** Work to complete **
Wherever "Avenue" shows up in the records below, copy the whole line.

** Records shown **

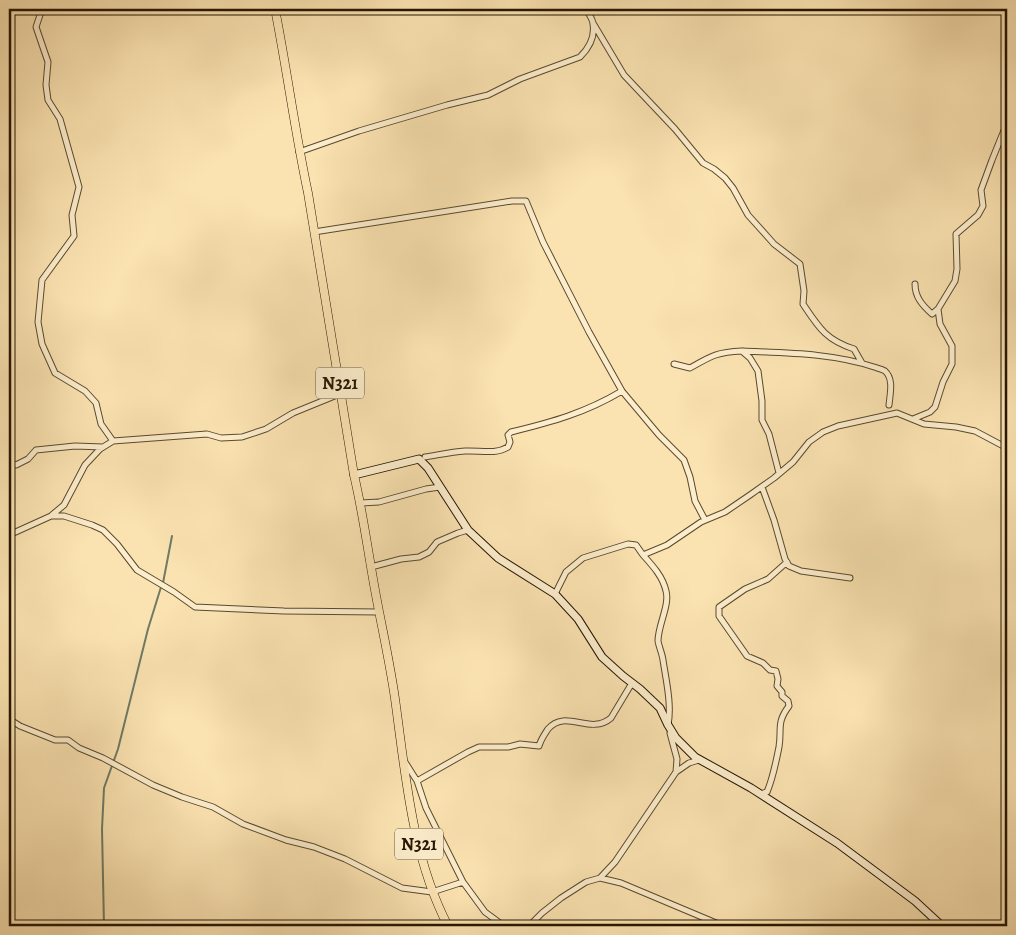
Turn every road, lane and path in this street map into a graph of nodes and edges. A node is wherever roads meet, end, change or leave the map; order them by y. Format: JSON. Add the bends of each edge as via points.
{"nodes":[{"id":1,"x":42,"y":9,"type":"edge"},
{"id":2,"x":275,"y":9,"type":"edge"},
{"id":3,"x":586,"y":9,"type":"edge"},
{"id":4,"x":593,"y":23,"type":"junction"},
{"id":5,"x":1007,"y":123,"type":"edge"},
{"id":6,"x":299,"y":152,"type":"junction"},
{"id":7,"x":314,"y":232,"type":"junction"},
{"id":8,"x":916,"y":284,"type":"dead end"},
{"id":9,"x":938,"y":309,"type":"junction"},
{"id":10,"x":742,"y":351,"type":"junction"},
{"id":11,"x":862,"y":363,"type":"junction"},
{"id":12,"x":674,"y":364,"type":"dead end"},
{"id":13,"x":622,"y":391,"type":"junction"},
{"id":14,"x":342,"y":393,"type":"junction"},
{"id":15,"x":889,"y":405,"type":"dead end"},
{"id":16,"x":913,"y":420,"type":"junction"},
{"id":17,"x":113,"y":441,"type":"junction"},
{"id":18,"x":103,"y":447,"type":"junction"},
{"id":19,"x":1007,"y":448,"type":"edge"},
{"id":20,"x":9,"y":453,"type":"edge"},
{"id":21,"x":425,"y":458,"type":"dead end"},
{"id":22,"x":779,"y":473,"type":"junction"},
{"id":23,"x":354,"y":475,"type":"junction"},
{"id":24,"x":440,"y":487,"type":"junction"},
{"id":25,"x":762,"y":487,"type":"junction"},
{"id":26,"x":361,"y":503,"type":"junction"},
{"id":27,"x":51,"y":516,"type":"junction"},
{"id":28,"x":705,"y":520,"type":"junction"},
{"id":29,"x":468,"y":530,"type":"junction"},
{"id":30,"x":9,"y":535,"type":"edge"},
{"id":31,"x":644,"y":555,"type":"junction"},
{"id":32,"x":787,"y":562,"type":"junction"},
{"id":33,"x":371,"y":567,"type":"junction"},
{"id":34,"x":850,"y":578,"type":"dead end"},
{"id":35,"x":555,"y":594,"type":"junction"},
{"id":36,"x":379,"y":612,"type":"junction"},
{"id":37,"x":632,"y":683,"type":"junction"},
{"id":38,"x":9,"y":719,"type":"edge"},
{"id":39,"x":668,"y":725,"type":"junction"},
{"id":40,"x":403,"y":758,"type":"junction"},
{"id":41,"x":705,"y":762,"type":"junction"},
{"id":42,"x":676,"y":772,"type":"junction"},
{"id":43,"x":416,"y":781,"type":"junction"},
{"id":44,"x":760,"y":794,"type":"junction"},
{"id":45,"x":600,"y":878,"type":"junction"},
{"id":46,"x":463,"y":882,"type":"junction"},
{"id":47,"x":432,"y":892,"type":"junction"},
{"id":48,"x":721,"y":925,"type":"edge"},
{"id":49,"x":448,"y":926,"type":"edge"},
{"id":50,"x":504,"y":926,"type":"edge"},
{"id":51,"x":528,"y":926,"type":"edge"},
{"id":52,"x":942,"y":926,"type":"edge"}],
"edges":[{"from":1,"to":17,"type":"street","via":[[36,27],[48,62],[48,100],[60,119],[79,187],[72,215],[74,236],[42,280],[38,322],[42,344],[55,373],[85,391],[96,403],[101,424]]},
{"from":2,"to":6,"type":"main road","number":"N321"},
{"from":3,"to":4,"type":"street"},
{"from":4,"to":6,"type":"street","via":[[591,42],[580,57],[520,79],[488,95],[447,104]]},
{"from":4,"to":11,"type":"street","via":[[628,80],[703,163],[725,178],[748,215],[774,244],[800,264],[803,304],[826,334],[837,343],[854,349]]},
{"from":5,"to":9,"type":"street","via":[[981,190],[983,206],[978,215],[956,234],[956,281]]},
{"from":6,"to":7,"type":"main road","number":"N321"},
{"from":7,"to":13,"type":"street","via":[[526,201],[543,242]]},
{"from":7,"to":14,"type":"main road","number":"N321"},
{"from":8,"to":9,"type":"street","via":[[915,293],[928,310],[932,314]]},
{"from":9,"to":16,"type":"street","via":[[940,324],[952,346],[952,364],[935,407]]},
{"from":10,"to":11,"type":"street","via":[[816,355]]},
{"from":10,"to":12,"type":"street","via":[[714,354],[690,368]]},
{"from":10,"to":22,"type":"street","via":[[758,372],[762,420]]},
{"from":11,"to":15,"type":"street","via":[[884,370],[890,385]]},
{"from":13,"to":21,"type":"street","via":[[590,409],[511,432],[508,434],[508,447],[503,450],[466,451]]},
{"from":13,"to":28,"type":"street","via":[[684,460],[695,502]]},
{"from":14,"to":17,"type":"street","via":[[293,413],[266,430],[242,437],[221,438],[207,434]]},
{"from":14,"to":23,"type":"main road","number":"N321"},
{"from":16,"to":19,"type":"street","via":[[968,429]]},
{"from":16,"to":22,"type":"street","via":[[897,413],[822,432]]},
{"from":17,"to":18,"type":"street"},
{"from":18,"to":20,"type":"street","via":[[36,450],[28,459],[16,464],[12,463]]},
{"from":18,"to":27,"type":"street","via":[[85,465],[64,505]]},
{"from":22,"to":25,"type":"street"},
{"from":23,"to":24,"type":"street","via":[[419,458]]},
{"from":23,"to":26,"type":"main road","number":"N321"},
{"from":24,"to":26,"type":"street","via":[[379,502]]},
{"from":24,"to":29,"type":"street"},
{"from":25,"to":28,"type":"street","via":[[725,512]]},
{"from":25,"to":32,"type":"street"},
{"from":26,"to":33,"type":"main road","number":"N321"},
{"from":27,"to":30,"type":"street"},
{"from":27,"to":36,"type":"street","via":[[64,516],[103,530],[137,570],[195,607]]},
{"from":28,"to":31,"type":"street","via":[[667,545]]},
{"from":29,"to":33,"type":"street","via":[[437,542],[429,552],[419,557]]},
{"from":29,"to":35,"type":"street","via":[[498,558]]},
{"from":31,"to":35,"type":"street","via":[[636,545],[628,544],[585,557],[566,572]]},
{"from":31,"to":39,"type":"street","via":[[667,592],[658,640],[670,713]]},
{"from":32,"to":34,"type":"street","via":[[801,571]]},
{"from":32,"to":44,"type":"street","via":[[768,579],[718,607],[719,616],[747,656],[776,671],[776,686],[788,701],[789,706],[779,725],[779,746],[772,780],[767,792]]},
{"from":33,"to":36,"type":"main road","number":"N321"},
{"from":35,"to":37,"type":"street","via":[[578,619],[602,656]]},
{"from":36,"to":40,"type":"main road","number":"N321"},
{"from":37,"to":39,"type":"street","via":[[660,708]]},
{"from":37,"to":43,"type":"street","via":[[607,721],[590,725],[559,721],[542,736],[539,746],[480,747]]},
{"from":38,"to":47,"type":"street","via":[[55,740],[68,740],[153,785],[213,807],[243,824],[345,859],[402,888]]},
{"from":39,"to":41,"type":"street","via":[[695,757]]},
{"from":39,"to":42,"type":"street","via":[[677,759]]},
{"from":40,"to":43,"type":"street","number":"N321"},
{"from":40,"to":47,"type":"main road","number":"N321","via":[[417,836]]},
{"from":41,"to":42,"type":"street","via":[[697,760]]},
{"from":41,"to":44,"type":"street"},
{"from":42,"to":45,"type":"street","via":[[615,862]]},
{"from":43,"to":46,"type":"street","number":"N321"},
{"from":44,"to":52,"type":"street","via":[[872,868]]},
{"from":45,"to":48,"type":"street","via":[[621,883]]},
{"from":45,"to":51,"type":"street","via":[[586,882]]},
{"from":46,"to":47,"type":"street"},
{"from":46,"to":50,"type":"street","number":"N321","via":[[485,912]]},
{"from":47,"to":49,"type":"main road","number":"N321"}]}
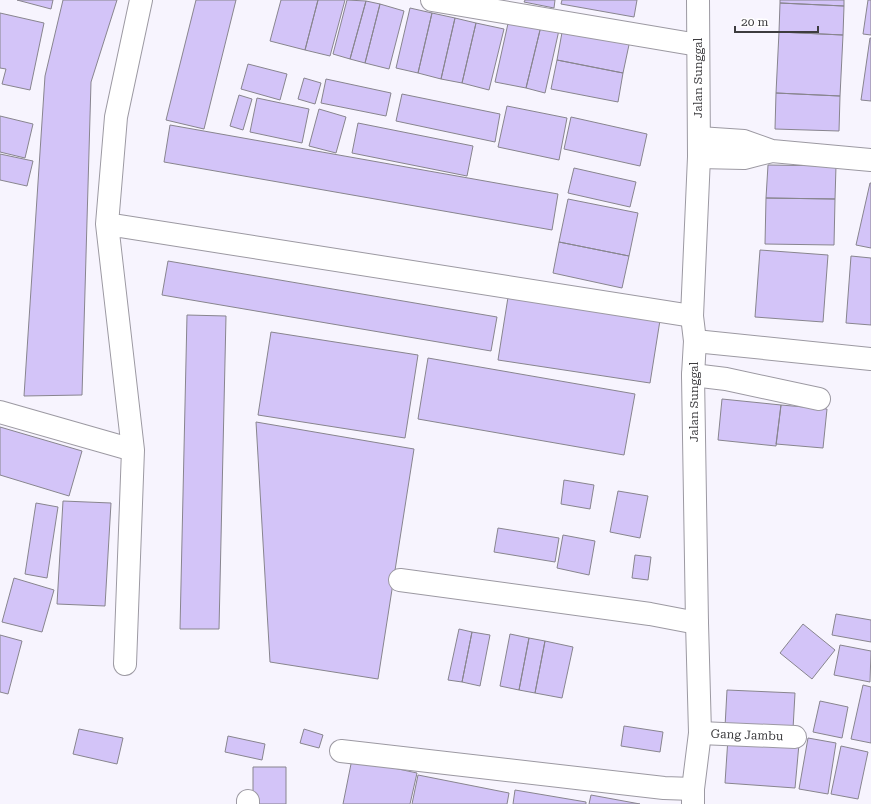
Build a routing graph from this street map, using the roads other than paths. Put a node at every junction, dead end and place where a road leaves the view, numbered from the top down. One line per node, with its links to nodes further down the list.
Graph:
1 (141, 0): 7 (main road)
2 (432, 0): 4 (main road)
3 (698, 0): 4 (main road, Jalan Sunggal)
4 (698, 45): 5 (main road, Jalan Sunggal)
5 (699, 147): 6 (main road); 8 (main road, Jalan Sunggal)
6 (871, 160)
7 (107, 224): 8 (main road); 14 (main road)
8 (692, 316): 9 (main road, Jalan Sunggal)
9 (694, 341): 10 (main road); 11 (main road, Jalan Sunggal)
10 (871, 359)
11 (693, 375): 12 (main road); 16 (main road, Jalan Sunggal)
12 (819, 399)
13 (0, 412): 14 (main road)
14 (133, 450): 17 (main road)
15 (400, 580): 16 (main road)
16 (696, 623): 18 (main road, Jalan Sunggal)
17 (125, 664)
18 (700, 733): 19 (main road, Gang Jambu); 21 (main road, Jalan Sunggal)
19 (795, 736)
20 (341, 751): 21 (main road)
21 (693, 797)

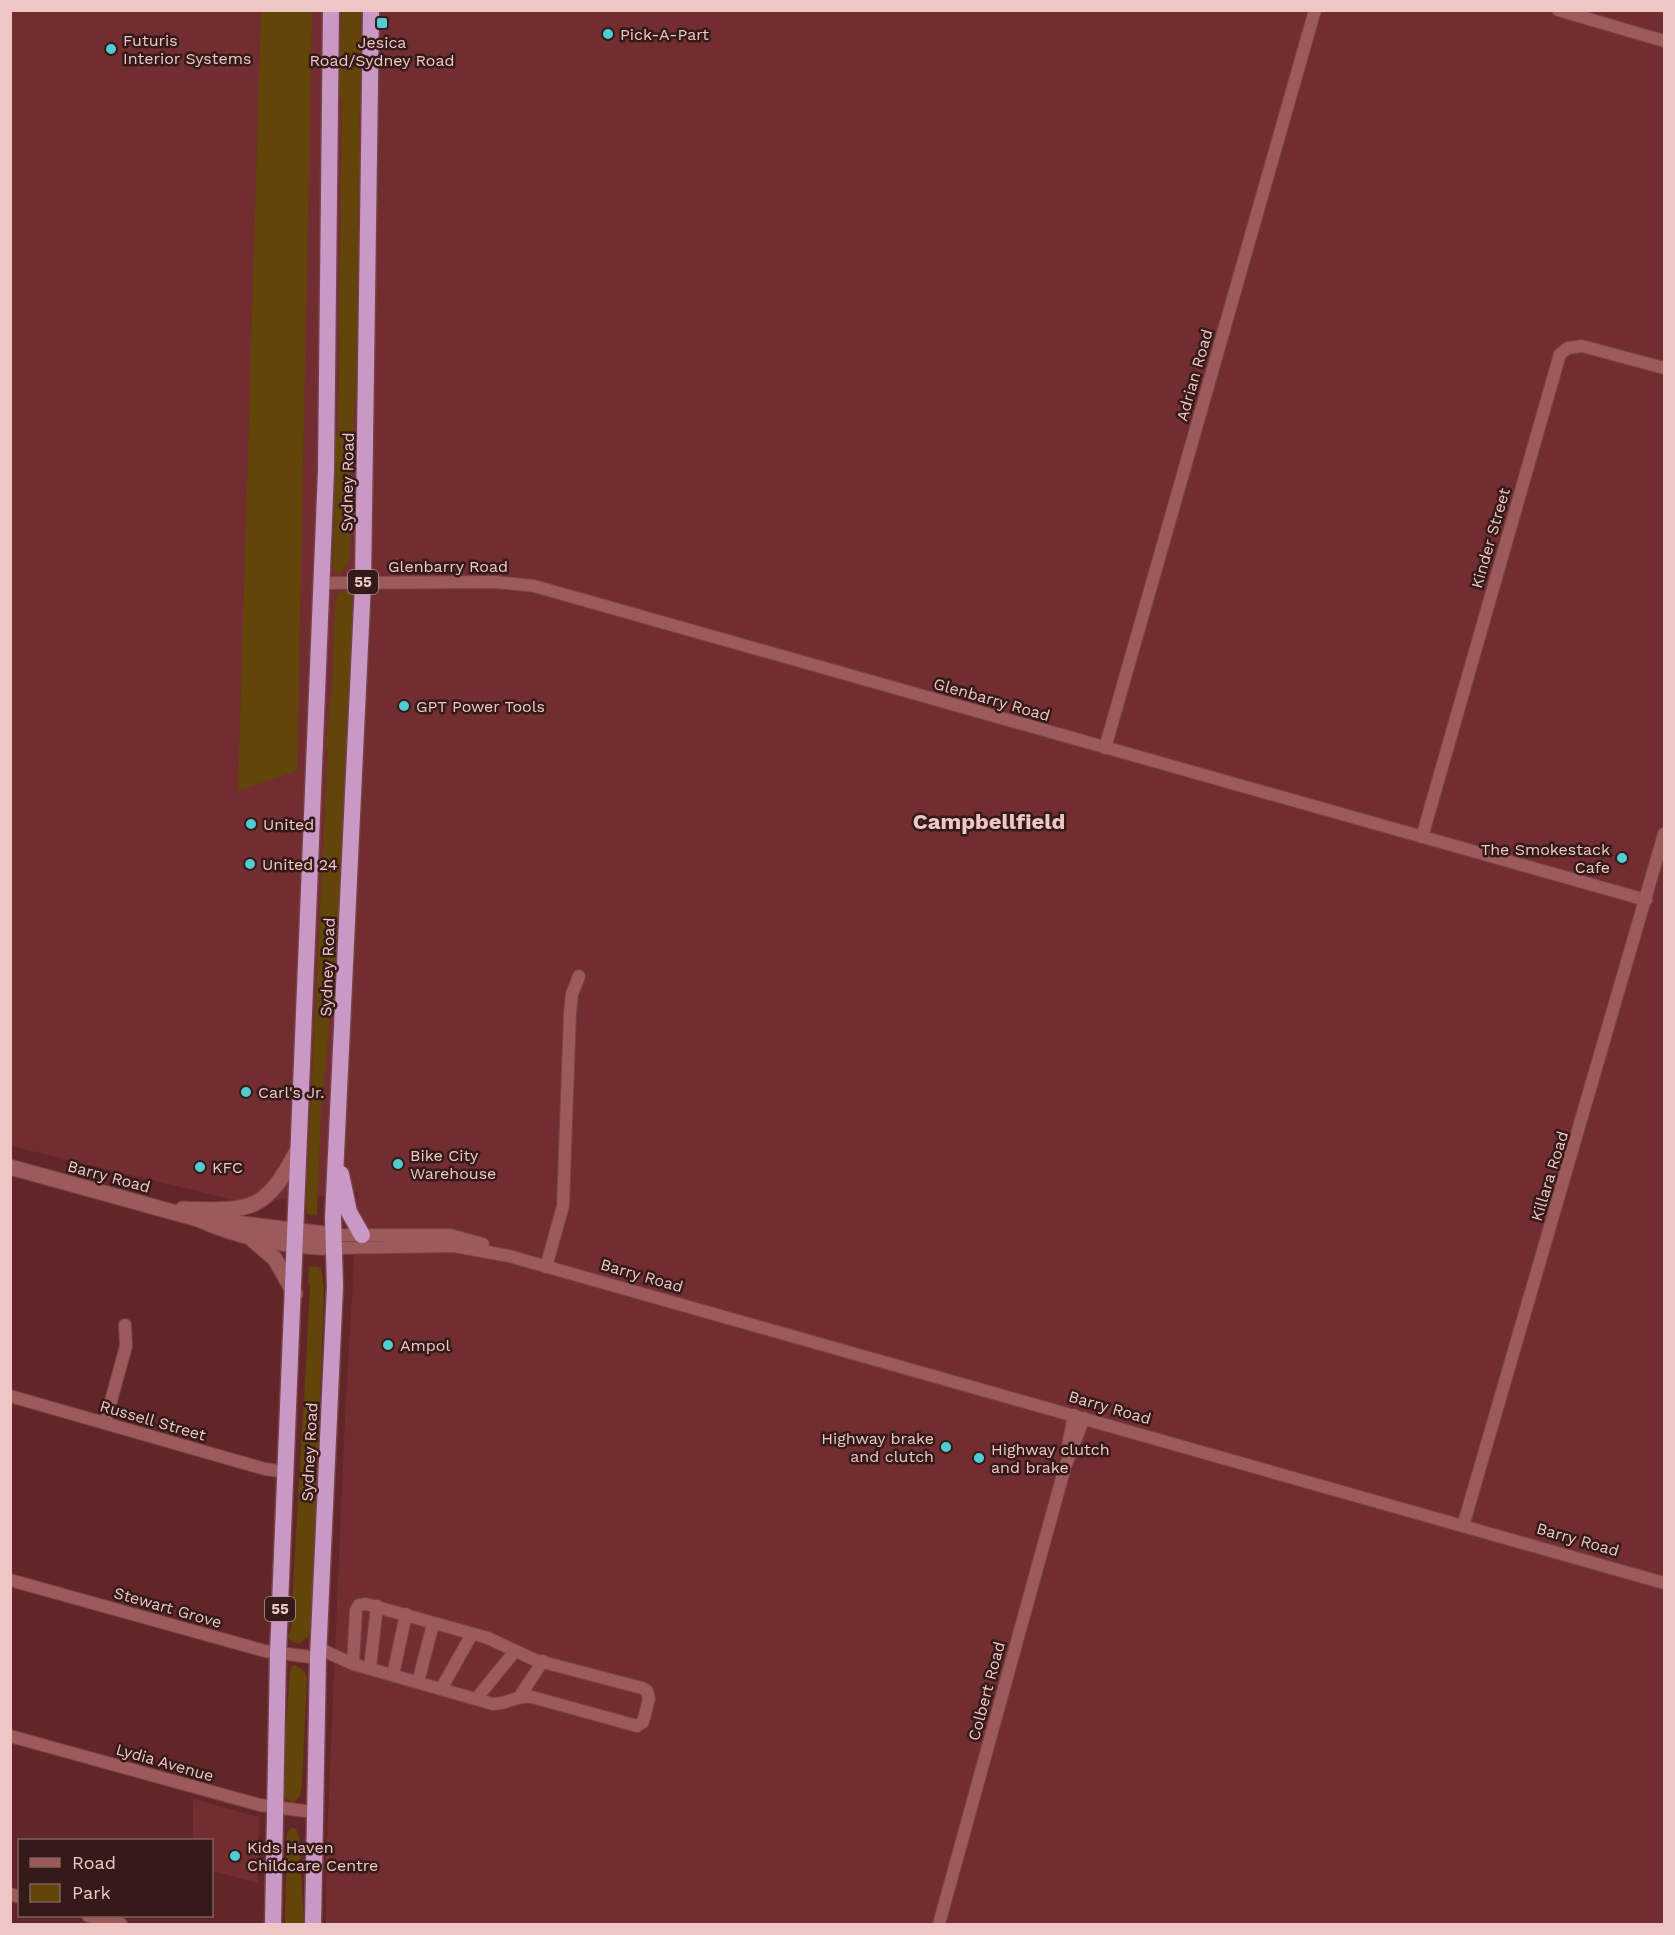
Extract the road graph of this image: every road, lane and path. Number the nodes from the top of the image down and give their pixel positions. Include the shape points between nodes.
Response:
1 (331, 10) edge
2 (371, 10) edge
3 (1315, 10) edge
4 (1558, 10) edge
5 (1665, 41) edge
6 (1665, 368) edge
7 (323, 583) junction
8 (363, 583) junction
9 (1105, 748) junction
10 (1665, 834) edge
11 (1422, 837) junction
12 (1646, 900) junction
13 (579, 976) dead end
14 (300, 1145) junction
15 (336, 1153) junction
16 (10, 1167) edge
17 (162, 1209) junction
18 (198, 1219) junction
19 (362, 1235) junction
20 (251, 1238) junction
21 (296, 1238) junction
22 (333, 1241) junction
23 (509, 1256) junction
24 (546, 1267) junction
25 (294, 1294) junction
26 (125, 1325) dead end
27 (10, 1396) edge
28 (1079, 1417) junction
29 (105, 1423) junction
30 (286, 1472) junction
31 (1463, 1526) junction
32 (10, 1580) edge
33 (1665, 1583) edge
34 (376, 1606) junction
35 (406, 1614) junction
36 (433, 1624) junction
37 (472, 1634) junction
38 (515, 1651) junction
39 (318, 1653) junction
40 (278, 1654) junction
41 (543, 1662) junction
42 (353, 1664) junction
43 (370, 1668) junction
44 (393, 1675) junction
45 (418, 1682) junction
46 (441, 1689) junction
47 (520, 1696) junction
48 (476, 1699) junction
49 (10, 1736) edge
50 (273, 1808) junction
51 (313, 1812) junction
52 (92, 1917) edge
53 (121, 1924) edge
54 (273, 1924) edge
55 (313, 1924) edge
56 (939, 1924) edge

1 - 7 highway, Sydney Road / 55
2 - 8 highway, Sydney Road / 55
3 - 9 street, Adrian Road
4 - 5 street
6 - 11 street, Kinder Street via 1582,346 1560,354
7 - 8 street, Glenbarry Road
7 - 14 highway, Sydney Road / 55
8 - 9 street, Glenbarry Road via 527,585
8 - 15 highway, Sydney Road / 55
9 - 11 street, Glenbarry Road
10 - 12 street, Killara Road
11 - 12 street, Glenbarry Road
12 - 31 street, Killara Road
13 - 24 street via 570,1013 563,1206
14 - 17 main road via 272,1190 254,1206 232,1210
14 - 21 highway, Sydney Road / 55
15 - 19 highway via 349,1212
15 - 22 highway, Sydney Road / 55
16 - 17 main road, Barry Road
17 - 18 main road, Barry Road
18 - 20 main road, Barry Road
18 - 21 main road, Barry Road
19 - 22 street, Barry Road
19 - 23 street, Barry Road via 450,1235
20 - 21 main road, Barry Road
20 - 25 main road via 275,1259
21 - 22 main road, Barry Road
21 - 25 highway, Sydney Road / 55
22 - 23 street, Barry Road via 454,1246
22 - 39 highway, Sydney Road / 55 via 335,1286
23 - 24 street, Barry Road
24 - 28 street, Barry Road
25 - 30 highway, Sydney Road / 55
26 - 29 street via 126,1346
27 - 29 street, Russell Street
28 - 31 street, Barry Road
28 - 56 street, Colbert Road
29 - 30 street, Russell Street
30 - 40 highway, Sydney Road / 55
31 - 33 street, Barry Road
32 - 40 street, Stewart Grove
34 - 35 street
34 - 42 street via 358,1607
34 - 43 street
35 - 36 street
35 - 44 street
36 - 37 street
36 - 45 street
37 - 38 street
37 - 46 street
38 - 41 street
38 - 48 street
39 - 40 street, Stewart Grove
39 - 42 street, Stewart Grove
39 - 51 highway, Sydney Road / 55
40 - 50 highway, Sydney Road / 55
41 - 47 street
41 - 47 street via 644,1689 649,1700 643,1722 637,1726 540,1698
42 - 43 street, Stewart Grove
43 - 44 street, Stewart Grove
44 - 45 street, Stewart Grove
45 - 46 street, Stewart Grove
46 - 48 street, Stewart Grove
47 - 48 street, Stewart Grove via 501,1704
49 - 50 street, Lydia Avenue
50 - 51 street, Lydia Avenue
50 - 54 highway, Sydney Road / 55
51 - 55 highway, Sydney Road / 55
52 - 53 street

** Exercise result **
49 - 50 street, Lydia Avenue
50 - 51 street, Lydia Avenue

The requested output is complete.